-- Opening Marker --

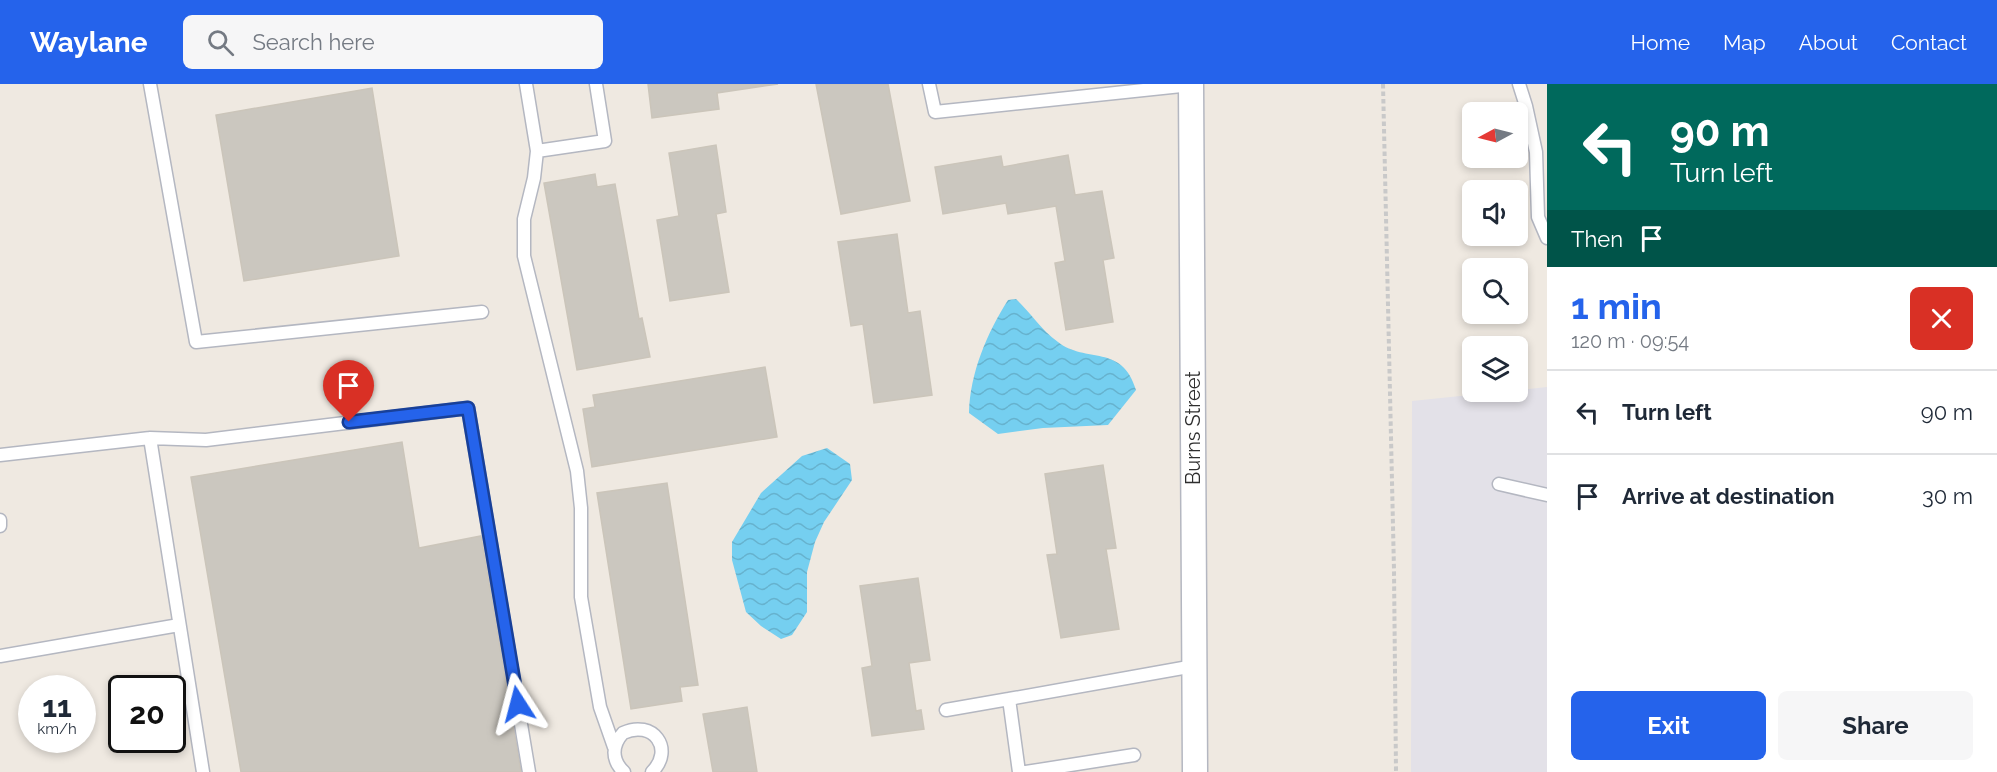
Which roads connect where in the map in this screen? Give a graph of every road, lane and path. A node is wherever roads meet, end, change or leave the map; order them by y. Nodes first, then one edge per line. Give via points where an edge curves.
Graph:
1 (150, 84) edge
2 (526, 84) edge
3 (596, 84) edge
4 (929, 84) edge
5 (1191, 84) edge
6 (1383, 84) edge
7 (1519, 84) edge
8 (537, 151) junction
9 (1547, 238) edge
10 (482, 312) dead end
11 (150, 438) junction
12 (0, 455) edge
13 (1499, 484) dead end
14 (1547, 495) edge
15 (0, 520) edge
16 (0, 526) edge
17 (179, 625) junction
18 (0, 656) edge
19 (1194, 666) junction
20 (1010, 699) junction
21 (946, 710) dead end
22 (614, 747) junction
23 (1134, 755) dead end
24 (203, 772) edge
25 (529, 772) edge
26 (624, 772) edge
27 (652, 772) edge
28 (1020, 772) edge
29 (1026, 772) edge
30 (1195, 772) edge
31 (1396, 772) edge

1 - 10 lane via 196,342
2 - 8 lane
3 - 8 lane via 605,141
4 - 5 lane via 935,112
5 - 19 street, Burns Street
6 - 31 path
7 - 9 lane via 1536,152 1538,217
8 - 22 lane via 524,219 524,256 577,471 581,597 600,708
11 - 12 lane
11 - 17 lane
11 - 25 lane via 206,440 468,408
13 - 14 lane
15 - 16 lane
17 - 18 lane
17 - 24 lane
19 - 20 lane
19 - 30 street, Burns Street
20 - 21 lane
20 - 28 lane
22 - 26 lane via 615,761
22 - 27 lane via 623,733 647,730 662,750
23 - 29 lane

-- Closing Marker --

# YOUR INSTRUCTIONS:
Output everything in the material exactly. Pictures stay out of it.

# THE ANSWER:
Which roads connect where in the map in this screen? Give a graph of every road, lane and path. A node is wherever roads meet, end, change or leave the map; order them by y. Nodes first, then one edge per line. Give via points where an edge curves.
Graph:
1 (150, 84) edge
2 (526, 84) edge
3 (596, 84) edge
4 (929, 84) edge
5 (1191, 84) edge
6 (1383, 84) edge
7 (1519, 84) edge
8 (537, 151) junction
9 (1547, 238) edge
10 (482, 312) dead end
11 (150, 438) junction
12 (0, 455) edge
13 (1499, 484) dead end
14 (1547, 495) edge
15 (0, 520) edge
16 (0, 526) edge
17 (179, 625) junction
18 (0, 656) edge
19 (1194, 666) junction
20 (1010, 699) junction
21 (946, 710) dead end
22 (614, 747) junction
23 (1134, 755) dead end
24 (203, 772) edge
25 (529, 772) edge
26 (624, 772) edge
27 (652, 772) edge
28 (1020, 772) edge
29 (1026, 772) edge
30 (1195, 772) edge
31 (1396, 772) edge

1 - 10 lane via 196,342
2 - 8 lane
3 - 8 lane via 605,141
4 - 5 lane via 935,112
5 - 19 street, Burns Street
6 - 31 path
7 - 9 lane via 1536,152 1538,217
8 - 22 lane via 524,219 524,256 577,471 581,597 600,708
11 - 12 lane
11 - 17 lane
11 - 25 lane via 206,440 468,408
13 - 14 lane
15 - 16 lane
17 - 18 lane
17 - 24 lane
19 - 20 lane
19 - 30 street, Burns Street
20 - 21 lane
20 - 28 lane
22 - 26 lane via 615,761
22 - 27 lane via 623,733 647,730 662,750
23 - 29 lane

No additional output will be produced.